— WORK REQUIRED —
If you see a picture in the data below, omit it and copy the rest exactly.

Saved entries:
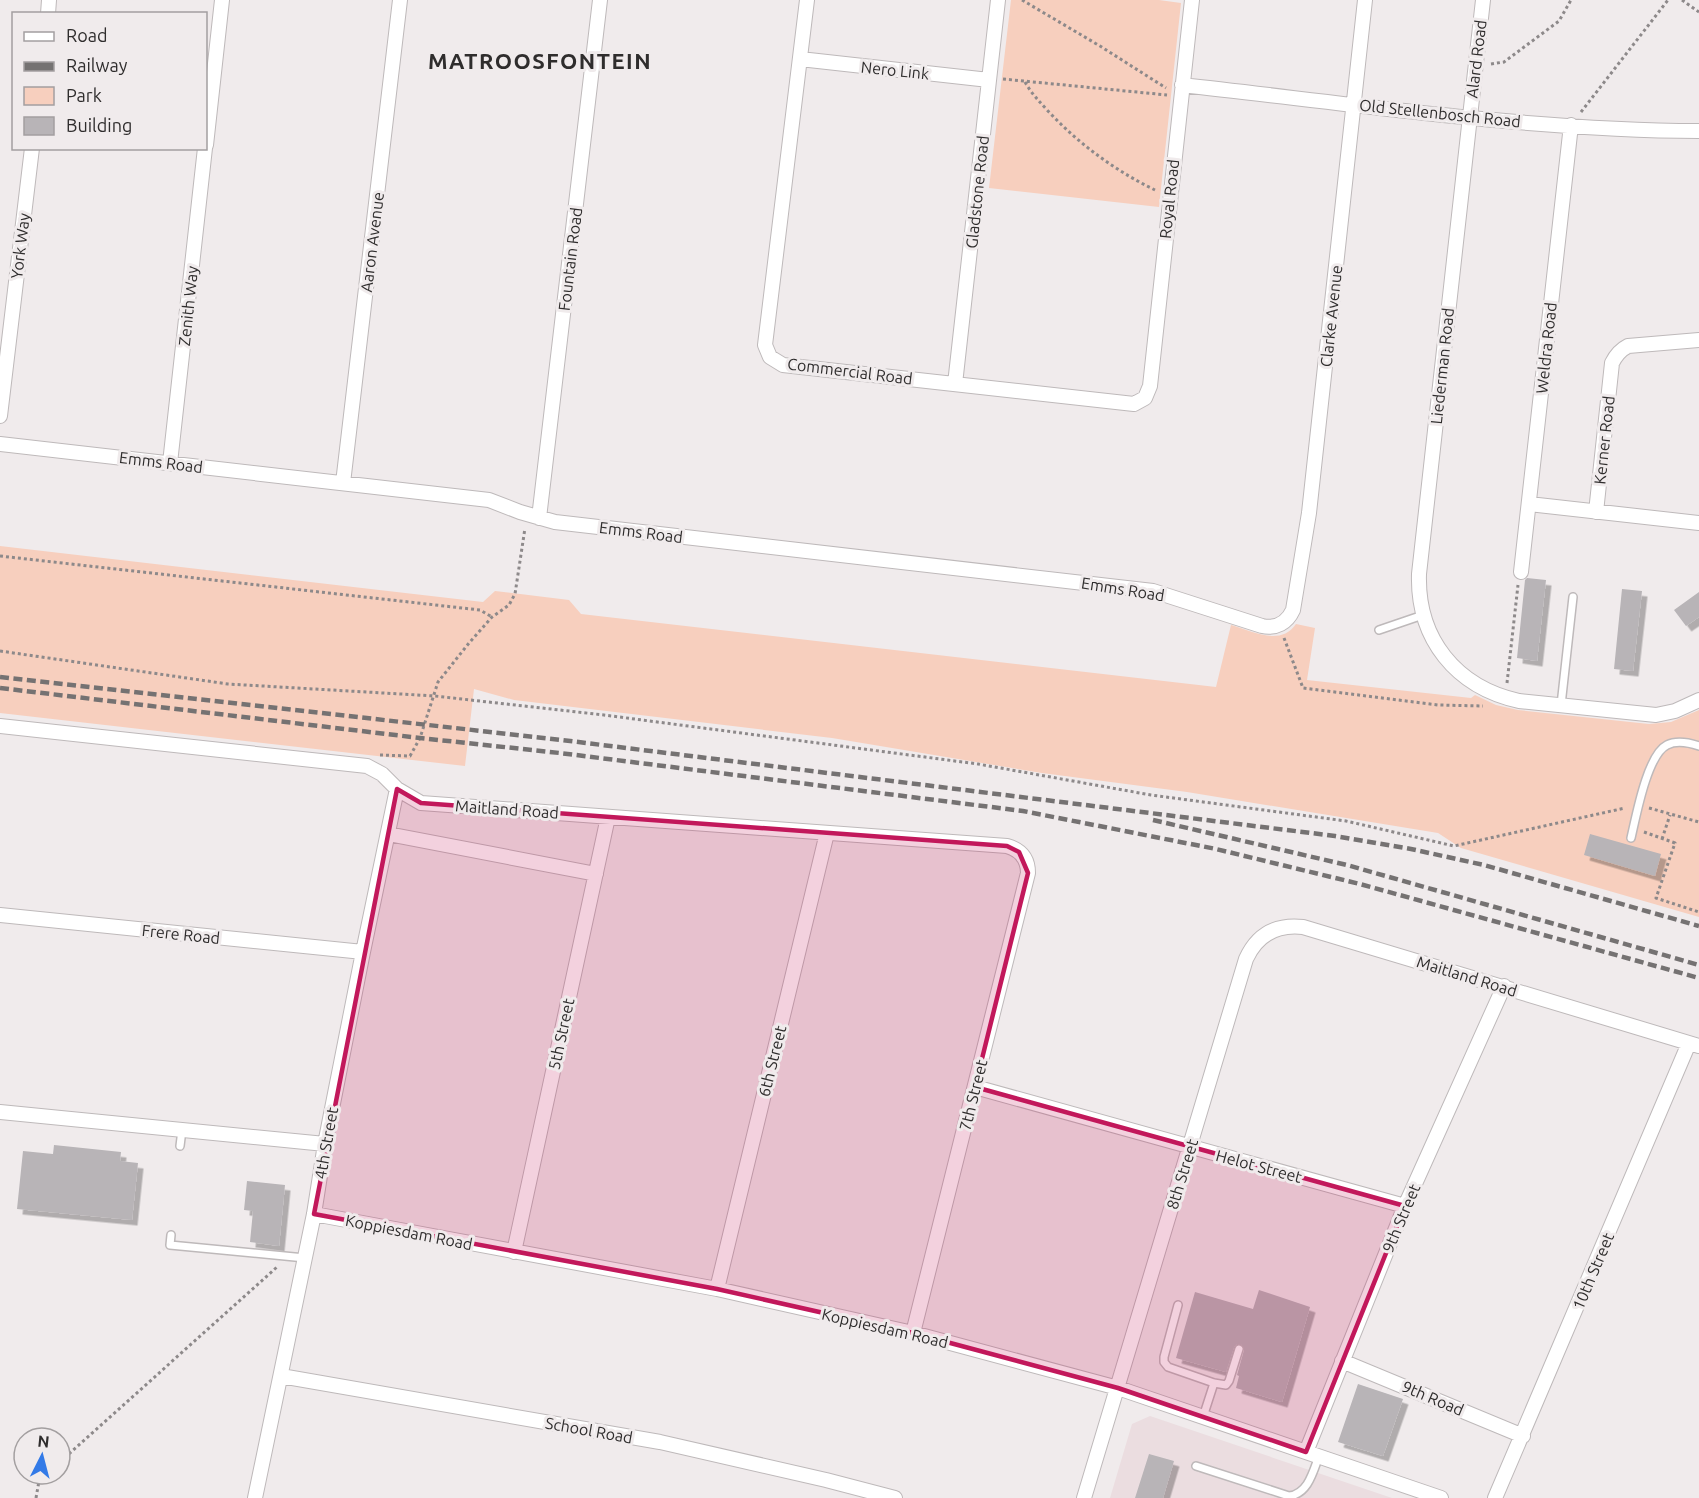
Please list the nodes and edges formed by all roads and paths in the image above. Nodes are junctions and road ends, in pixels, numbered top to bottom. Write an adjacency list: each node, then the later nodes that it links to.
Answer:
1 (222, 0): 22 (street, Zenith Way)
2 (400, 0): 33 (street, Aaron Avenue)
3 (600, 0): 36 (street, Fountain Road)
4 (807, 0): 14 (street, Commercial Road)
5 (999, 0): 16 (street, Gladstone Road)
6 (1022, 0): 17 (path)
7 (1192, 0): 18 (street, Royal Road)
8 (1365, 0): 19 (street, Clarke Avenue)
9 (1483, 0): 15 (street, Alard Road)
10 (1571, 0): 15 (path)
11 (1668, 0): 21 (path)
12 (1682, 0): 13 (path)
13 (1699, 12)
14 (800, 59): 16 (street, Nero Link); 28 (street, Commercial Road)
15 (1475, 66): 20 (street, Alard Road)
16 (989, 80): 17 (path); 28 (street, Gladstone Road)
17 (1025, 81): 26 (path)
18 (1182, 85): 19 (street, Old Stellenbosch Road); 26 (street, Royal Road)
19 (1354, 104): 20 (street, Old Stellenbosch Road); 43 (street, Clarke Avenue)
20 (1469, 117): 21 (street, Old Stellenbosch Road); 41 (street, Liederman Road)
21 (1571, 125): 23 (street, Old Stellenbosch Road); 34 (street, Weldra Road)
22 (207, 130)
23 (1699, 131)
24 (32, 150): 30 (street, York Way)
25 (205, 150): 32 (street, Zenith Way)
26 (1170, 194): 29 (street, Royal Road)
27 (1699, 340): 35 (street, Kerner Road)
28 (955, 384): 29 (street, Commercial Road)
29 (1145, 398)
30 (0, 416)
31 (0, 444): 32 (street, Emms Road)
32 (170, 463): 33 (street, Emms Road)
33 (344, 483): 36 (street, Emms Road)
34 (1529, 504): 35 (street); 39 (street, Weldra Road)
35 (1596, 512): 37 (street)
36 (533, 516): 42 (path); 43 (street, Emms Road)
37 (1699, 523)
38 (0, 556): 42 (path)
39 (1521, 572): 47 (path)
40 (1573, 597): 49 (lane)
41 (1423, 615): 44 (lane); 47 (street, Liederman Road)
42 (492, 617): 46 (path)
43 (1280, 625): 50 (path)
44 (1379, 630)
45 (0, 651): 46 (path)
46 (435, 696): 53 (path); 55 (path)
47 (1502, 696): 49 (street, Liederman Road)
48 (1699, 700): 49 (street, Liederman Road)
49 (1561, 705)
50 (1486, 706)
51 (0, 726): 53 (street)
52 (1699, 746): 55 (lane)
53 (374, 769): 54 (street, Maitland Road)
54 (397, 789): 57 (street, Maitland Road); 61 (street, 4th Street)
55 (1638, 805): 56 (path); 59 (lane)
56 (1670, 814): 58 (path); 63 (path)
57 (608, 817): 60 (street, Maitland Road); 65 (street, 5th Street)
58 (1699, 822)
59 (1633, 828): 62 (lane); 63 (path)
60 (827, 833): 64 (street, Maitland Road); 84 (street, 6th Street)
61 (388, 834): 65 (street); 68 (street, 4th Street)
62 (1631, 838)
63 (1662, 838): 66 (path)
64 (1024, 856): 72 (street, 7th Street)
65 (596, 874): 81 (street, 5th Street)
66 (1699, 912)
67 (0, 915): 68 (street, Frere Road)
68 (363, 952): 75 (street, 4th Street)
69 (1246, 959): 70 (street, Maitland Road); 77 (street, 8th Street)
70 (1503, 986): 71 (street, Maitland Road); 78 (street, 9th Street)
71 (1694, 1044): 93 (street, 10th Street)
72 (975, 1087): 77 (street, Helot Street); 86 (street, 7th Street)
73 (0, 1113): 74 (street)
74 (182, 1130): 75 (street); 76 (lane)
75 (325, 1144): 79 (street, 4th Street)
76 (180, 1146)
77 (1190, 1147): 78 (street, Helot Street); 91 (street, 8th Street)
78 (1406, 1206): 88 (street, 9th Street)
79 (314, 1214): 81 (street, Koppiesdam Road); 82 (street, 4th Street)
80 (171, 1235): 82 (lane)
81 (514, 1252): 84 (street, Koppiesdam Road)
82 (305, 1258): 89 (street, 4th Street)
83 (286, 1267): 94 (path)
84 (717, 1289): 86 (street, Koppiesdam Road)
85 (1178, 1305): 90 (lane)
86 (913, 1333): 91 (street, Koppiesdam Road)
87 (1239, 1349): 90 (lane)
88 (1342, 1361): 93 (street, 9th Road); 95 (street, 9th Street)
89 (281, 1376): 97 (street, 4th Street); 98 (street, School Road)
90 (1214, 1383): 92 (lane)
91 (1118, 1388): 92 (street, Koppiesdam Road); 99 (street, 8th Street)
92 (1203, 1417): 95 (street, Koppiesdam Road)
93 (1523, 1436): 101 (street, 10th Street)
94 (72, 1451)
95 (1312, 1454): 96 (lane); 100 (street, Koppiesdam Road)
96 (1196, 1466)
97 (255, 1498)
98 (895, 1498)
99 (1084, 1498)
100 (1441, 1498)
101 (1495, 1498)

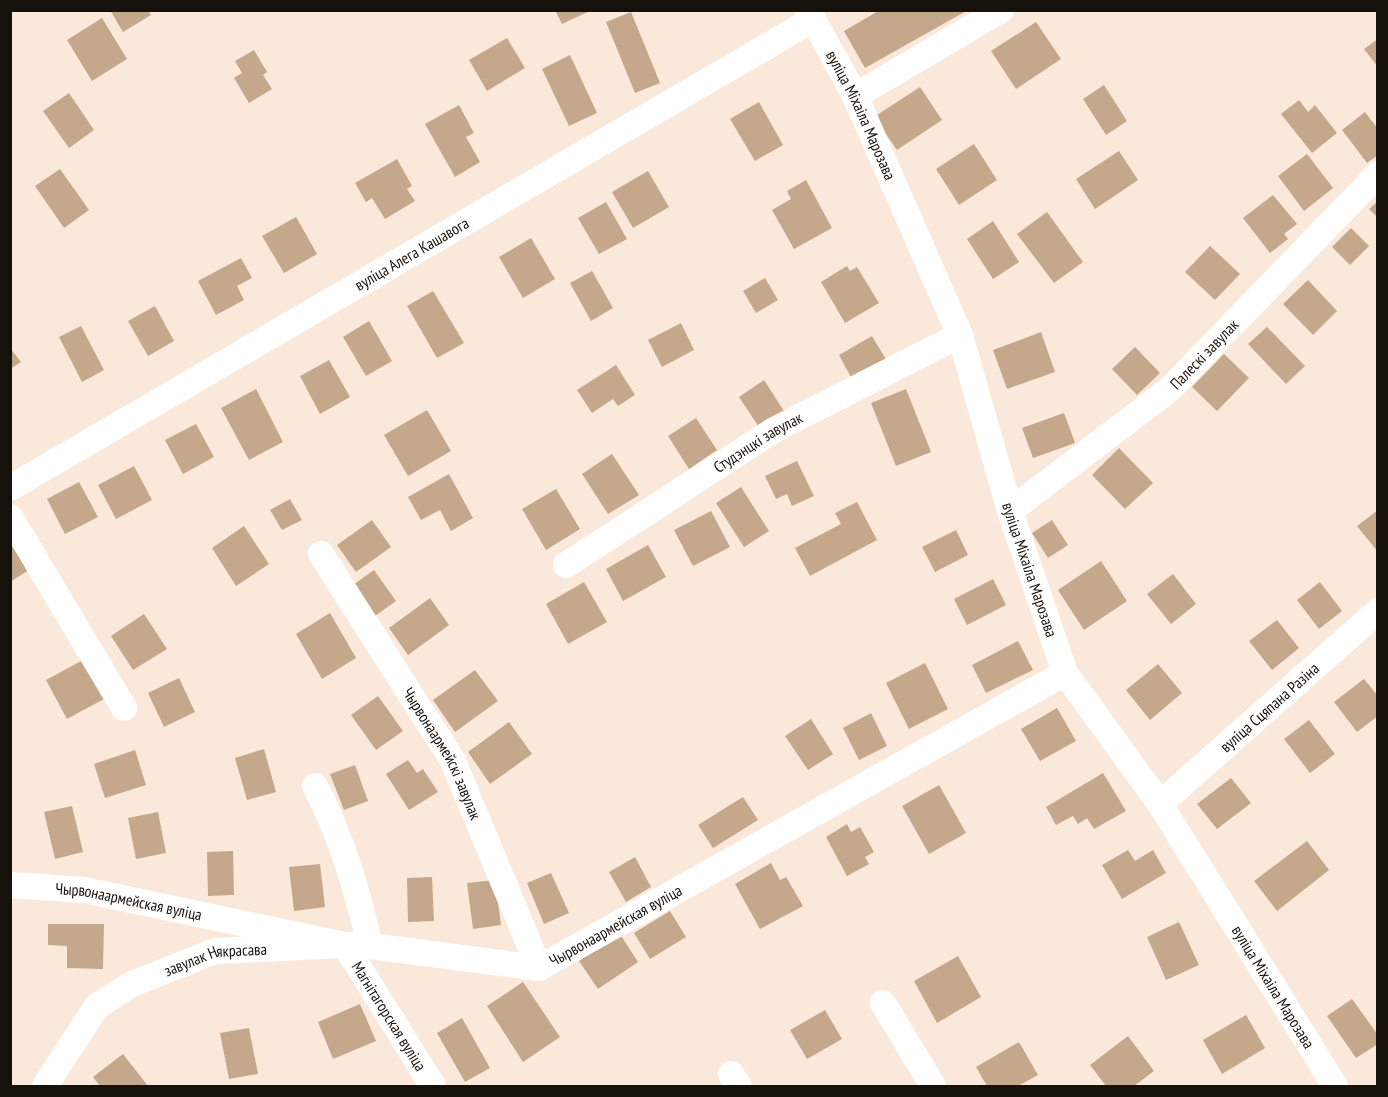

— EXPECTED OUTPUT —
Please list the nodes and edges formed by all roads and paths in the image above. Nodes are junctions and road ends, in pixels, numbered top to bottom. Write an adjacency list: each node, then the later nodes that it links to.
Answer:
1 (222, 0): 22 (street, Zenith Way)
2 (400, 0): 33 (street, Aaron Avenue)
3 (600, 0): 36 (street, Fountain Road)
4 (807, 0): 14 (street, Commercial Road)
5 (999, 0): 16 (street, Gladstone Road)
6 (1022, 0): 17 (path)
7 (1192, 0): 18 (street, Royal Road)
8 (1365, 0): 19 (street, Clarke Avenue)
9 (1483, 0): 15 (street, Alard Road)
10 (1571, 0): 15 (path)
11 (1668, 0): 21 (path)
12 (1682, 0): 13 (path)
13 (1699, 12)
14 (800, 59): 16 (street, Nero Link); 28 (street, Commercial Road)
15 (1475, 66): 20 (street, Alard Road)
16 (989, 80): 17 (path); 28 (street, Gladstone Road)
17 (1025, 81): 26 (path)
18 (1182, 85): 19 (street, Old Stellenbosch Road); 26 (street, Royal Road)
19 (1354, 104): 20 (street, Old Stellenbosch Road); 43 (street, Clarke Avenue)
20 (1469, 117): 21 (street, Old Stellenbosch Road); 41 (street, Liederman Road)
21 (1571, 125): 23 (street, Old Stellenbosch Road); 34 (street, Weldra Road)
22 (207, 130)
23 (1699, 131)
24 (32, 150): 30 (street, York Way)
25 (205, 150): 32 (street, Zenith Way)
26 (1170, 194): 29 (street, Royal Road)
27 (1699, 340): 35 (street, Kerner Road)
28 (955, 384): 29 (street, Commercial Road)
29 (1145, 398)
30 (0, 416)
31 (0, 444): 32 (street, Emms Road)
32 (170, 463): 33 (street, Emms Road)
33 (344, 483): 36 (street, Emms Road)
34 (1529, 504): 35 (street); 39 (street, Weldra Road)
35 (1596, 512): 37 (street)
36 (533, 516): 42 (path); 43 (street, Emms Road)
37 (1699, 523)
38 (0, 556): 42 (path)
39 (1521, 572): 47 (path)
40 (1573, 597): 49 (lane)
41 (1423, 615): 44 (lane); 47 (street, Liederman Road)
42 (492, 617): 46 (path)
43 (1280, 625): 50 (path)
44 (1379, 630)
45 (0, 651): 46 (path)
46 (435, 696): 53 (path); 55 (path)
47 (1502, 696): 49 (street, Liederman Road)
48 (1699, 700): 49 (street, Liederman Road)
49 (1561, 705)
50 (1486, 706)
51 (0, 726): 53 (street)
52 (1699, 746): 55 (lane)
53 (374, 769): 54 (street, Maitland Road)
54 (397, 789): 57 (street, Maitland Road); 61 (street, 4th Street)
55 (1638, 805): 56 (path); 59 (lane)
56 (1670, 814): 58 (path); 63 (path)
57 (608, 817): 60 (street, Maitland Road); 65 (street, 5th Street)
58 (1699, 822)
59 (1633, 828): 62 (lane); 63 (path)
60 (827, 833): 64 (street, Maitland Road); 84 (street, 6th Street)
61 (388, 834): 65 (street); 68 (street, 4th Street)
62 (1631, 838)
63 (1662, 838): 66 (path)
64 (1024, 856): 72 (street, 7th Street)
65 (596, 874): 81 (street, 5th Street)
66 (1699, 912)
67 (0, 915): 68 (street, Frere Road)
68 (363, 952): 75 (street, 4th Street)
69 (1246, 959): 70 (street, Maitland Road); 77 (street, 8th Street)
70 (1503, 986): 71 (street, Maitland Road); 78 (street, 9th Street)
71 (1694, 1044): 93 (street, 10th Street)
72 (975, 1087): 77 (street, Helot Street); 86 (street, 7th Street)
73 (0, 1113): 74 (street)
74 (182, 1130): 75 (street); 76 (lane)
75 (325, 1144): 79 (street, 4th Street)
76 (180, 1146)
77 (1190, 1147): 78 (street, Helot Street); 91 (street, 8th Street)
78 (1406, 1206): 88 (street, 9th Street)
79 (314, 1214): 81 (street, Koppiesdam Road); 82 (street, 4th Street)
80 (171, 1235): 82 (lane)
81 (514, 1252): 84 (street, Koppiesdam Road)
82 (305, 1258): 89 (street, 4th Street)
83 (286, 1267): 94 (path)
84 (717, 1289): 86 (street, Koppiesdam Road)
85 (1178, 1305): 90 (lane)
86 (913, 1333): 91 (street, Koppiesdam Road)
87 (1239, 1349): 90 (lane)
88 (1342, 1361): 93 (street, 9th Road); 95 (street, 9th Street)
89 (281, 1376): 97 (street, 4th Street); 98 (street, School Road)
90 (1214, 1383): 92 (lane)
91 (1118, 1388): 92 (street, Koppiesdam Road); 99 (street, 8th Street)
92 (1203, 1417): 95 (street, Koppiesdam Road)
93 (1523, 1436): 101 (street, 10th Street)
94 (72, 1451)
95 (1312, 1454): 96 (lane); 100 (street, Koppiesdam Road)
96 (1196, 1466)
97 (255, 1498)
98 (895, 1498)
99 (1084, 1498)
100 (1441, 1498)
101 (1495, 1498)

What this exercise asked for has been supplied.